Ryan threw off all his equipment, inflated his Mae West, and began to tiptoe in off the ramp when "some German opened up on the side of the LCT with his machine gun, blblblblang. That convinced me. Into the water I dove. I pushed with all my might and then I started going* I'm swimming and I'm swimming. Somebody taps me on the shoulder and I look up. I was in a foot of water, swimming. You talk about the will to live. If they hadn't stopped me I would have swam two miles inland."

Ryan made it to the seawall. He threw himself down beside a 16th Regiment infantryman. "You got a cigarette?" Ryan asked.

A bit later, a piece of shrapnel made a scratch on Ryan's hand. Nothing much, "almost like a cat would give you." Soon a medical officer came along. He said, "Every man on this beach deserves the Purple Heart, just for being here. Give me your names, fellows. If you are wounded I can take care of you.
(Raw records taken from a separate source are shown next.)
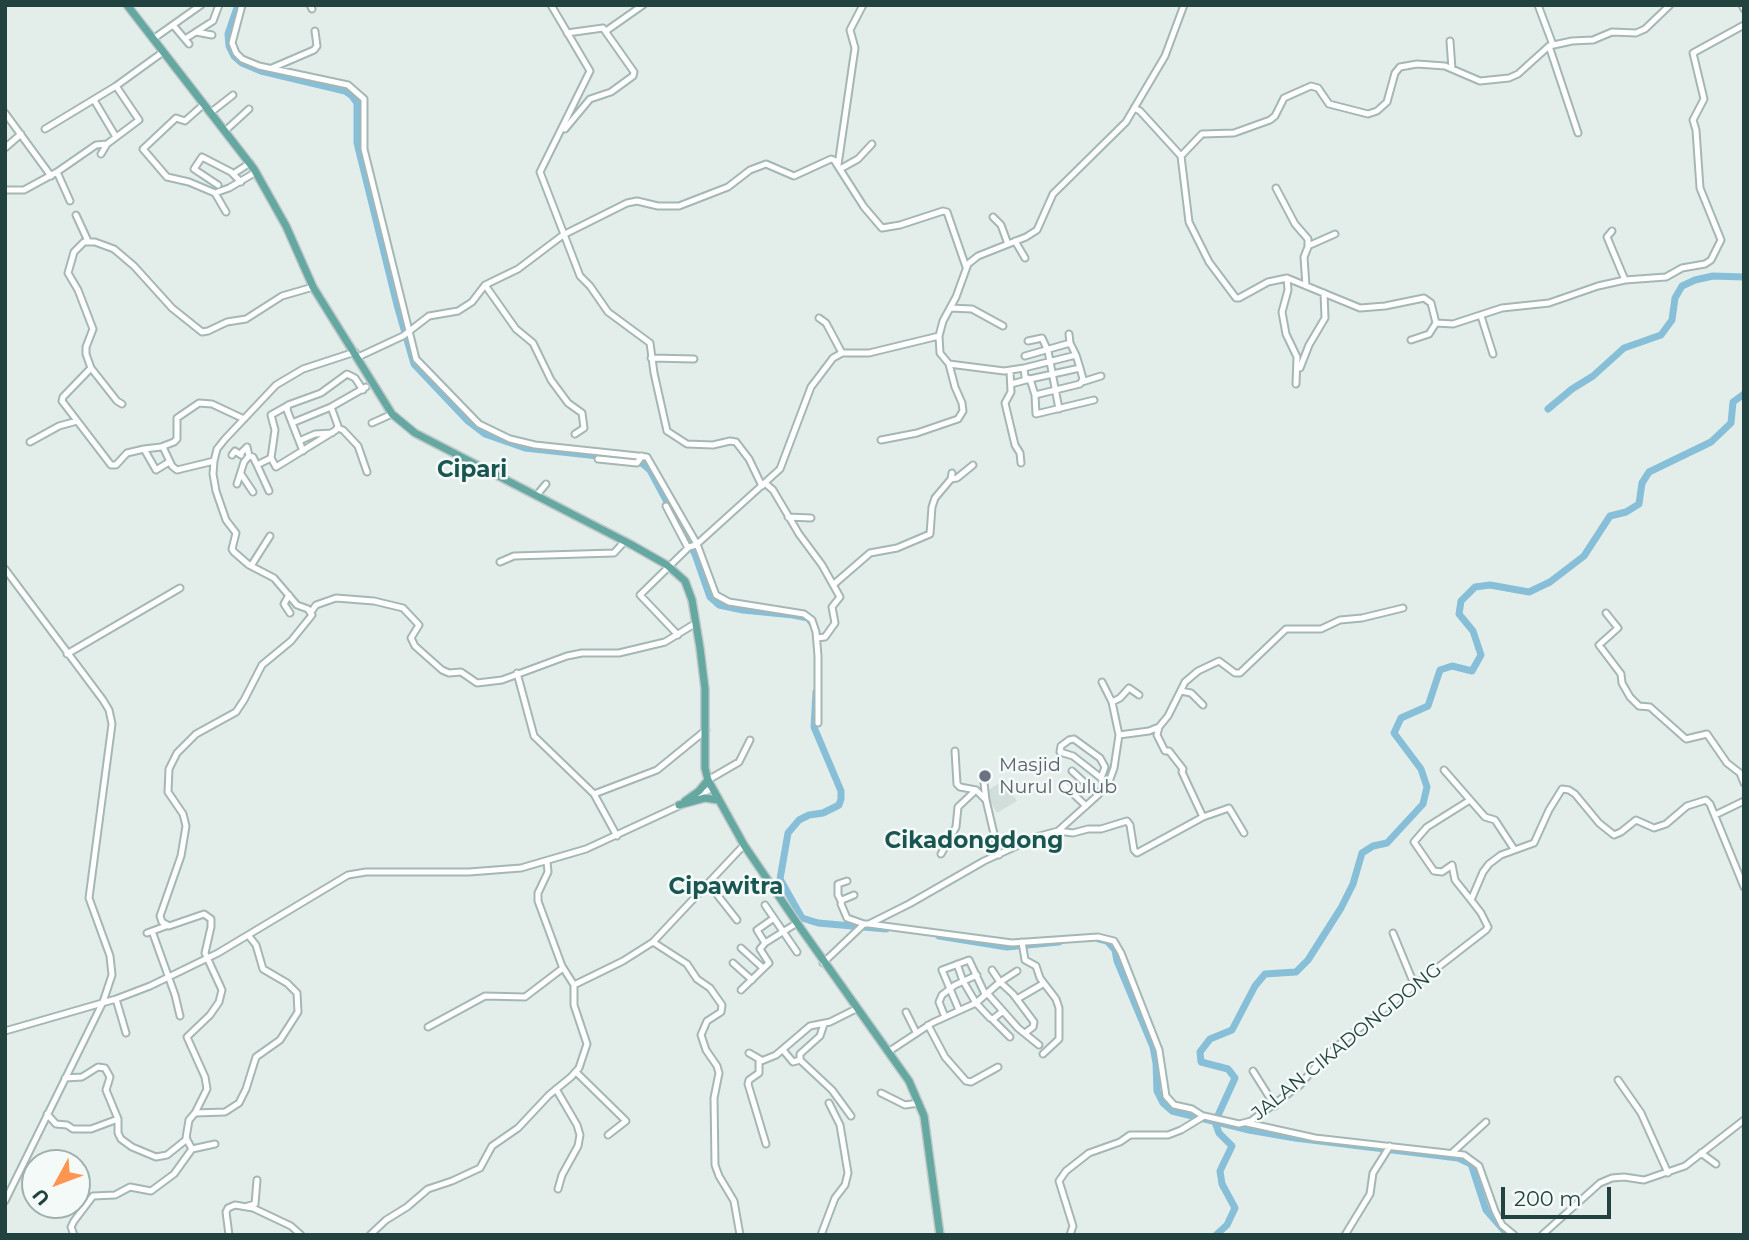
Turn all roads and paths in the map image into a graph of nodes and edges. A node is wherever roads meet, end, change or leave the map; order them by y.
1 (139, 5) edge
2 (201, 5) edge
3 (219, 5) edge
4 (242, 5) edge
5 (551, 5) edge
6 (643, 5) edge
7 (863, 5) edge
8 (1184, 5) edge
9 (1538, 5) edge
10 (1670, 5) edge
11 (129, 8) edge
12 (173, 25) junction
13 (1744, 25) edge
14 (315, 31) dead end
15 (196, 32) junction
16 (606, 32) junction
17 (567, 33) junction
18 (212, 36) dead end
19 (153, 39) junction
20 (1450, 41) dead end
21 (1551, 45) junction
22 (163, 52) junction
23 (272, 68) junction
24 (1452, 69) junction
25 (116, 86) junction
26 (233, 95) dead end
27 (94, 100) junction
28 (203, 105) junction
29 (5, 106) edge
30 (249, 108) dead end
31 (1134, 108) junction
32 (5, 113) edge
33 (210, 113) junction
34 (45, 129) dead end
35 (225, 131) junction
36 (1578, 133) dead end
37 (21, 134) junction
38 (558, 136) junction
39 (116, 137) junction
40 (107, 144) junction
41 (872, 144) dead end
42 (5, 148) edge
43 (101, 154) dead end
44 (1181, 156) junction
45 (250, 163) junction
46 (839, 167) junction
47 (256, 172) junction
48 (54, 174) junction
49 (233, 174) junction
50 (241, 182) junction
51 (218, 185) dead end
52 (1276, 188) dead end
53 (5, 190) edge
54 (215, 193) junction
55 (70, 201) dead end
56 (226, 212) dead end
57 (76, 215) dead end
58 (993, 217) dead end
59 (1612, 231) dead end
60 (1335, 234) dead end
61 (564, 235) junction
62 (88, 241) junction
63 (1007, 244) junction
64 (1017, 244) junction
65 (1308, 246) junction
66 (1024, 258) dead end
67 (965, 267) junction
68 (1287, 278) junction
69 (1625, 280) junction
70 (485, 285) junction
71 (1306, 286) junction
72 (313, 287) junction
73 (1324, 293) junction
74 (950, 308) junction
75 (1481, 316) junction
76 (819, 318) dead end
77 (1436, 323) junction
78 (1003, 326) dead end
79 (406, 334) junction
80 (1069, 334) dead end
81 (939, 336) junction
82 (1411, 340) dead end
83 (1028, 341) dead end
84 (1070, 343) junction
85 (1048, 351) junction
86 (842, 353) junction
87 (1493, 354) dead end
88 (356, 355) junction
89 (1076, 355) junction
90 (1025, 356) dead end
91 (651, 358) junction
92 (694, 359) dead end
93 (1050, 362) junction
94 (949, 364) junction
95 (91, 368) junction
96 (1024, 368) junction
97 (1080, 368) junction
98 (1010, 371) junction
99 (1052, 375) junction
100 (1298, 375) junction
101 (1101, 376) dead end
102 (1030, 379) junction
103 (1082, 382) junction
104 (1011, 384) junction
105 (1296, 384) dead end
106 (366, 387) junction
107 (1055, 388) junction
108 (1035, 394) junction
109 (1094, 400) dead end
110 (122, 404) dead end
111 (287, 406) junction
112 (332, 409) junction
113 (1059, 409) junction
114 (392, 414) junction
115 (244, 419) junction
116 (77, 421) junction
117 (292, 423) junction
118 (372, 423) dead end
119 (338, 428) junction
120 (101, 433) dead end
121 (332, 433) junction
122 (575, 434) dead end
123 (92, 438) junction
124 (881, 440) dead end
125 (299, 441) junction
126 (30, 442) dead end
127 (163, 447) junction
128 (144, 449) junction
129 (303, 451) junction
130 (240, 454) junction
131 (232, 455) dead end
132 (247, 458) junction
133 (271, 458) junction
134 (598, 459) dead end
135 (639, 460) junction
136 (214, 461) junction
137 (169, 462) junction
138 (1021, 463) dead end
139 (257, 465) junction
140 (973, 465) dead end
141 (368, 472) dead end
142 (241, 474) junction
143 (237, 484) dead end
144 (546, 484) dead end
145 (764, 485) junction
146 (269, 491) dead end
147 (253, 492) dead end
148 (536, 495) junction
149 (666, 506) dead end
150 (788, 517) junction
151 (811, 519) dead end
152 (270, 536) dead end
153 (625, 541) junction
154 (693, 546) junction
155 (500, 562) dead end
156 (251, 566) junction
157 (670, 567) junction
158 (5, 569) edge
159 (833, 585) junction
160 (180, 588) dead end
161 (289, 595) junction
162 (1403, 608) dead end
163 (311, 612) junction
164 (290, 613) dead end
165 (1606, 613) dead end
166 (695, 623) junction
167 (678, 635) junction
168 (817, 638) junction
169 (66, 654) junction
170 (517, 673) junction
171 (1102, 682) dead end
172 (1181, 691) junction
173 (1139, 695) dead end
174 (1112, 702) junction
175 (1203, 705) dead end
176 (818, 723) dead end
177 (1159, 727) junction
178 (706, 730) junction
179 (1119, 735) junction
180 (750, 740) dead end
181 (955, 751) dead end
182 (1444, 770) dead end
183 (1072, 771) dead end
184 (1101, 778) junction
185 (708, 780) junction
186 (984, 783) dead end
187 (1744, 783) edge
188 (1063, 784) dead end
189 (1105, 787) junction
190 (711, 789) junction
191 (976, 790) junction
192 (594, 793) junction
193 (1098, 794) junction
194 (718, 800) junction
195 (986, 800) junction
196 (1470, 800) junction
197 (1744, 801) edge
198 (679, 805) junction
199 (1086, 806) junction
200 (1715, 815) junction
201 (1203, 817) junction
202 (1058, 831) junction
203 (1244, 833) dead end
204 (617, 836) junction
205 (744, 845) junction
206 (1514, 849) junction
207 (941, 854) dead end
208 (999, 855) junction
209 (547, 862) junction
210 (848, 881) dead end
211 (708, 883) junction
212 (1744, 887) edge
213 (854, 895) dead end
214 (1471, 900) junction
215 (841, 901) junction
216 (765, 905) dead end
217 (774, 918) junction
218 (737, 920) dead end
219 (797, 923) junction
220 (166, 926) junction
221 (864, 926) junction
222 (783, 931) junction
223 (1393, 933) dead end
224 (248, 934) junction
225 (653, 942) junction
226 (765, 943) junction
227 (1022, 945) junction
228 (741, 948) dead end
229 (760, 949) junction
230 (797, 953) dead end
231 (752, 958) junction
232 (206, 959) junction
233 (733, 963) dead end
234 (823, 963) junction
235 (957, 964) junction
236 (563, 968) junction
237 (763, 968) junction
238 (992, 970) dead end
239 (1017, 971) dead end
240 (977, 975) junction
241 (168, 978) junction
242 (752, 979) junction
243 (963, 981) junction
244 (1000, 982) junction
245 (1414, 984) junction
246 (574, 985) junction
247 (1041, 985) dead end
248 (741, 990) dead end
249 (949, 990) junction
250 (986, 993) junction
251 (116, 999) junction
252 (1017, 999) junction
253 (103, 1002) junction
254 (976, 1003) junction
255 (1067, 1008) dead end
256 (856, 1009) junction
257 (1059, 1009) junction
258 (959, 1010) junction
259 (1003, 1011) junction
260 (906, 1012) dead end
261 (180, 1016) dead end
262 (945, 1017) junction
263 (992, 1019) junction
264 (824, 1024) junction
265 (928, 1025) junction
266 (428, 1027) dead end
267 (5, 1031) edge
268 (916, 1032) junction
269 (126, 1033) dead end
270 (1025, 1033) junction
271 (1010, 1037) dead end
272 (1039, 1045) dead end
273 (783, 1050) junction
274 (888, 1052) junction
275 (749, 1054) dead end
276 (1043, 1054) dead end
277 (761, 1060) junction
278 (800, 1060) junction
279 (998, 1067) dead end
280 (1253, 1071) dead end
281 (576, 1072) junction
282 (65, 1078) junction
283 (1618, 1080) dead end
284 (556, 1089) junction
285 (881, 1093) dead end
286 (829, 1103) dead end
287 (919, 1103) junction
288 (1275, 1106) junction
289 (195, 1113) junction
290 (47, 1114) junction
291 (850, 1116) dead end
292 (1202, 1117) junction
293 (118, 1119) junction
294 (1486, 1122) dead end
295 (1743, 1122) edge
296 (1247, 1123) junction
297 (608, 1135) dead end
298 (187, 1139) junction
299 (215, 1144) dead end
300 (766, 1144) dead end
301 (192, 1149) junction
302 (1389, 1149) junction
303 (1453, 1152) junction
304 (1701, 1153) junction
305 (1716, 1164) dead end
306 (1668, 1173) junction
307 (257, 1180) dead end
308 (558, 1189) dead end
309 (5, 1201) edge
310 (248, 1206) junction
311 (1511, 1233) edge
312 (74, 1235) edge
313 (229, 1235) edge
314 (301, 1235) edge
315 (370, 1235) edge
316 (740, 1235) edge
317 (821, 1235) edge
318 (940, 1235) edge
319 (1070, 1235) edge
320 (1345, 1235) edge
321 (1542, 1235) edge

1 - 11 street
2 - 12 street
3 - 15 street
4 - 23 street
5 - 17 street
6 - 16 street
7 - 46 street
8 - 31 street
9 - 21 street
10 - 21 street
11 - 19 main road
12 - 15 street
12 - 19 street
13 - 69 street
14 - 23 street
15 - 18 street
16 - 17 street
16 - 38 street
17 - 38 street
19 - 22 main road
20 - 24 street
21 - 24 street
21 - 36 street
22 - 25 street
22 - 28 main road
23 - 79 street
24 - 44 street
25 - 27 street
25 - 39 street
26 - 33 street
27 - 34 street
27 - 39 street
28 - 33 main road
28 - 54 street
29 - 32 street
30 - 35 street
31 - 44 street
31 - 64 street
32 - 37 street
33 - 35 main road
35 - 45 main road
37 - 42 street
37 - 48 street
38 - 61 street
39 - 40 street
40 - 43 street
40 - 48 street
41 - 46 street
44 - 68 street
45 - 47 main road
45 - 49 street
46 - 61 street
46 - 67 street
47 - 50 street
47 - 72 main road
48 - 53 street
48 - 55 street
49 - 50 street
49 - 51 street
50 - 54 street
52 - 65 street
54 - 56 street
57 - 62 street
58 - 63 street
59 - 69 street
60 - 65 street
61 - 70 street
61 - 91 street
62 - 72 street
62 - 95 street
63 - 64 street
63 - 67 street
64 - 66 street
65 - 71 street
67 - 74 street
68 - 71 street
68 - 100 street
69 - 75 street
70 - 79 street
70 - 122 street
71 - 73 street
72 - 88 main road
73 - 77 street
73 - 100 street
74 - 78 street
74 - 81 street
75 - 77 street
75 - 87 street
76 - 86 street
77 - 82 street
79 - 88 street
79 - 135 street
80 - 84 street
81 - 86 street
81 - 94 street
83 - 85 street
84 - 85 street
84 - 89 street
85 - 90 street
85 - 93 street
86 - 145 street
88 - 106 main road
88 - 115 street
89 - 93 street
89 - 97 street
91 - 92 street
91 - 145 street
93 - 96 street
93 - 99 street
94 - 98 street
94 - 124 street
95 - 110 street
95 - 116 street
96 - 98 street
96 - 102 street
97 - 99 street
97 - 103 street
98 - 104 street
99 - 102 street
99 - 107 street
100 - 105 street
101 - 103 street
102 - 104 street
102 - 108 street
103 - 107 street
104 - 138 street
106 - 111 street
106 - 112 street
106 - 114 main road
107 - 108 street
107 - 113 street
108 - 113 street
109 - 113 street
111 - 117 street
111 - 133 street
112 - 117 street
112 - 119 street
114 - 118 street
114 - 148 main road
115 - 127 street
115 - 136 street
116 - 123 street
116 - 126 street
117 - 125 street
119 - 121 street
119 - 141 street
120 - 123 street
121 - 125 street
121 - 129 street
123 - 128 street
125 - 129 street
127 - 128 street
127 - 137 street
128 - 137 street
129 - 133 street
130 - 131 street
130 - 132 street
130 - 132 street
132 - 139 street
132 - 142 street
133 - 139 street
134 - 135 street
135 - 154 street
136 - 137 street
136 - 156 street
139 - 146 street
140 - 159 street
142 - 143 street
142 - 147 street
144 - 148 street
145 - 150 street
145 - 154 street
148 - 153 main road
149 - 154 street
150 - 151 street
150 - 159 street
152 - 156 street
153 - 155 street
153 - 157 main road
154 - 157 street
154 - 168 street
156 - 161 street
157 - 166 main road
157 - 167 street
158 - 169 street
159 - 168 street
160 - 169 street
161 - 163 street
161 - 164 street
162 - 172 street
163 - 170 street
163 - 220 street
165 - 187 street
166 - 167 street
166 - 178 main road
167 - 170 street
168 - 176 street
169 - 253 street
170 - 192 street
171 - 174 street
172 - 175 street
172 - 177 street
173 - 174 street
174 - 179 street
177 - 179 street
177 - 201 street
178 - 185 main road
178 - 192 street
179 - 189 street
180 - 185 street
181 - 191 street
182 - 196 street
183 - 193 street
184 - 184 street
184 - 189 street
185 - 190 main road
185 - 198 main road
186 - 195 street
188 - 199 street
189 - 193 street
190 - 194 main road
190 - 198 street
191 - 195 street
191 - 207 street
192 - 204 street
193 - 199 street
194 - 198 main road
194 - 205 main road
195 - 208 street
196 - 206 street
196 - 214 street
197 - 200 street
198 - 204 street
199 - 202 street
200 - 206 street
200 - 212 street
201 - 202 street
201 - 203 street
202 - 208 street
204 - 209 street
205 - 211 street
205 - 219 main road
206 - 214 street
208 - 221 street
209 - 224 street
209 - 236 street
210 - 215 street
211 - 218 street
211 - 225 street
213 - 215 street
214 - 245 street, JALAN CIKADONGDONG
215 - 221 street
216 - 217 street
217 - 222 street
217 - 226 street
219 - 222 street
219 - 234 main road
220 - 232 street
220 - 241 street
221 - 227 street
221 - 234 street
222 - 226 street
222 - 230 street
223 - 245 street
224 - 232 street
224 - 289 street
225 - 246 street
225 - 316 street
226 - 229 street
227 - 257 street
227 - 292 street, JALAN CIKADONGDONG
228 - 231 street
229 - 231 street
229 - 237 street
231 - 237 street
232 - 241 street
232 - 289 street
233 - 242 street
234 - 256 main road
235 - 240 street
235 - 243 street
235 - 249 street
236 - 246 street
236 - 266 street
237 - 242 street
238 - 244 street
239 - 244 street
240 - 243 street
240 - 250 street
241 - 251 street
241 - 261 street
242 - 248 street
243 - 249 street
243 - 254 street
244 - 250 street
244 - 252 street
245 - 288 street, JALAN CIKADONGDONG
246 - 281 street
247 - 252 street
249 - 258 street
249 - 262 street
250 - 254 street
250 - 259 street
251 - 253 street
251 - 269 street
252 - 270 street
253 - 267 street
253 - 282 street
254 - 258 street
254 - 263 street
255 - 257 street
256 - 264 street
256 - 274 main road
257 - 276 street
258 - 262 street
259 - 263 street
259 - 270 street
260 - 268 street
262 - 265 street
263 - 271 street
264 - 273 street
264 - 278 street
265 - 268 street
265 - 279 street
268 - 274 street
270 - 272 street
273 - 277 street
273 - 278 street
274 - 287 main road
275 - 277 street
277 - 300 street
278 - 291 street
280 - 288 street
281 - 284 street
281 - 297 street
282 - 290 street
282 - 293 street
283 - 306 street
284 - 308 street
284 - 315 street
285 - 287 street
286 - 317 street
287 - 318 main road
288 - 296 street, JALAN CIKADONGDONG
289 - 298 street
290 - 293 street
290 - 309 street
292 - 296 street, JALAN CIKADONGDONG
292 - 319 street
293 - 298 street
294 - 303 street
295 - 304 street
296 - 302 street
298 - 301 street
299 - 301 street
301 - 312 street
302 - 303 street
302 - 320 street
303 - 311 street
304 - 305 street
304 - 306 street
306 - 321 street
307 - 310 street
310 - 313 street
310 - 314 street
If you are dead, I can't. If there's nothing wrong with you, I can see that you get a Purple Heart anyway."

"How about this, Major?" Ryan asked, showing his scratch. The doctor said he would get him the medal. But Ryan thought, "No, I can't do this. It would cheapen it so much. A guy loses a leg and gets the Purple Heart; I get it for a scratch; that just ain't fair. I turned it down."
7

Another crew chief on an M-7 was Sgt. Jerry Eades. There were two M-7s on his LCT. They were hooked by cable to two half-tracks behind; directly behind one of the half-tracks, also connected by cable, was a truck, while a jeep was behind the other.

The M-7s were supposed to drag a half-track and a truck or jeep to shore.

As the landing craft approached the beach, the 105mm howitzers fired at the bluff. At first "it was just like a picnic," because no one was firing back. "All of a sudden, shells hit the water around us and we knew we were back in the war [Eades had been in North Africa and Sicily]. We came alive. It was a feeling of, well, I don't know how to explain fear, a feeling that went over you that you knew that the next breath could be your last. Of course, we were continuing to do our job." They would fire, lower the elevation, fire again, one shell every thirty seconds.

There were some GIs, infantry, on the LCT. There was nothing they could do but "wait for the slaughter. Us guys on the guns, at least we felt like we were doing something, shooting back. As long as you were shooting, you felt like you were in the war. But as for me, I would think, Let me hold my control, not let the guys see how scared I am, not lose control. That was my biggest fear, being caught afraid."

At 2,000 meters, the howitzers could not depress sufficiently to hit the bluff, so they stopped firing. German machine-gun bullets began to zing off the LCT. "I got down as low as possible, wishing I could push right on through the bottom of the boat, with the helpless feeling of 'I can't do anything now.' " The LCT was "going awfully slow. We were all having that urge like at a horse race, kind of shaking your shoulders to get the horse to run faster; we were trying to get this boat to go faster."